A file format is the definition of how information is stored in HDFS. Hadoop does not have a default file format and the choice of a format depends on its use case. File format should be well-defined and expressive. It should be able to handle variety of data structures specifically structs, records, maps, arrays along with strings, numbers etc.

The big problem in the performance of applications that use HDFS such as Spark is the time it takes to find relevant data in a particular location and the time it takes to write the data back to another location. Managing the processing and storage of large volumes of information is complex, in addition to other difficulties such as the evolution of storage schemes or restrictions. Along with the storage cost, processing the data comes with CPU, Network, IO costs, etc., As the data increases, the cost for processing and storage increases too.

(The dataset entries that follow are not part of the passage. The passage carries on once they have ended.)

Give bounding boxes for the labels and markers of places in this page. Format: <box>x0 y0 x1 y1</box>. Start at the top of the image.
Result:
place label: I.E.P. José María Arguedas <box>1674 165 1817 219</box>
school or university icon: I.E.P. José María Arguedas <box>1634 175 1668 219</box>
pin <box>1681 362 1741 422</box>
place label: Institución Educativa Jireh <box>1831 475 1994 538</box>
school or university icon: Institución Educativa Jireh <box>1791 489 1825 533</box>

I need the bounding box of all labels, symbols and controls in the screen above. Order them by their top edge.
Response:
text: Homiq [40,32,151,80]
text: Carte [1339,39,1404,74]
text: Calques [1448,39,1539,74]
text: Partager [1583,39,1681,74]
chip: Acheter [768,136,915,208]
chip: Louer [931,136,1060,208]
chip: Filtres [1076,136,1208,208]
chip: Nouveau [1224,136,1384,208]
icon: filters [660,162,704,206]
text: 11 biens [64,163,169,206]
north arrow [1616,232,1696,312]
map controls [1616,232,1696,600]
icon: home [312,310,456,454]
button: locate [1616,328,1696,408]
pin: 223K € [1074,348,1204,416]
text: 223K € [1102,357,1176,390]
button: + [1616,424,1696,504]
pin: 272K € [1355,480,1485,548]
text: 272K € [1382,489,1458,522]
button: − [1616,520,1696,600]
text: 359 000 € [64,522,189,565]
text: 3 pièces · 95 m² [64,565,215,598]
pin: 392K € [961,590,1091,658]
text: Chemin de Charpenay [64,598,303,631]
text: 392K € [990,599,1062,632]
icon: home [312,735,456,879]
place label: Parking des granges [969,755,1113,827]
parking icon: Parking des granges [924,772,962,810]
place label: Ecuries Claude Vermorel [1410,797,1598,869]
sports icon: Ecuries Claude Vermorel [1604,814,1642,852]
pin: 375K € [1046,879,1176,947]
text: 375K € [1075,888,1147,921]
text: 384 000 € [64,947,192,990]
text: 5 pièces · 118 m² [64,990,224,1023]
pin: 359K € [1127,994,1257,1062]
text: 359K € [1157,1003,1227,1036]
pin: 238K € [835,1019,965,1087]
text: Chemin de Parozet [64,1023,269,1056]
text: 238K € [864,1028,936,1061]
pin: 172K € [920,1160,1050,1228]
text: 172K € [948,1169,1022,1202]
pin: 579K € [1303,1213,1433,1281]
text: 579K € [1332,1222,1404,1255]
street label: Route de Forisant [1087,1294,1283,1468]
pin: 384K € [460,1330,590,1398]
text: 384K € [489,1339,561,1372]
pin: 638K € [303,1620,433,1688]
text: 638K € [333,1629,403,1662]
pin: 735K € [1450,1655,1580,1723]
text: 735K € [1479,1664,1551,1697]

Benefits of choosing an appropriate file format:

  • Faster read times
  • Faster write times
  • Splittable files
  • Schema evolution support
  • Advanced compression support

Different types of file formats

Some file formats are designed for general use, others are designed for more specific use cases, and some are designed with specific data characteristics in mind. So there really is quite a lot of user choice.

Spark

  • Unstructured : The text files like CSV, TSV are mostly unstructured because text files are raw data and may contain more and less fields. But text files are also come under structured data as well.
  • Semi-Structured : The semi structured data may contains different fields per row and different kinds of fields. Semi structured data that contains tags or markers as an semantic elements, but they aren’t as rigid as structured data. Typical examples of semi-structured data are XML and JSON.
  • Structured : Structured data formats, rigidly enforce schema and data type rules. Many leverages this knowledge about the data to provide optimizations at query time right out of the box. Typical examples of structured data are Apache Avro, Apache ORC and Apache Parquet.

Physical Layout of file formats

1. Row oriented Storage

Row oriented databases are databases that organize data by record, keeping all of the data associated with a record next to each other in memory. A row wise stored methodology, rows are stored contiguously on disk. The data stored one after another inside of block. This type of storage methodology can be great if your goal is to access full rows at a time.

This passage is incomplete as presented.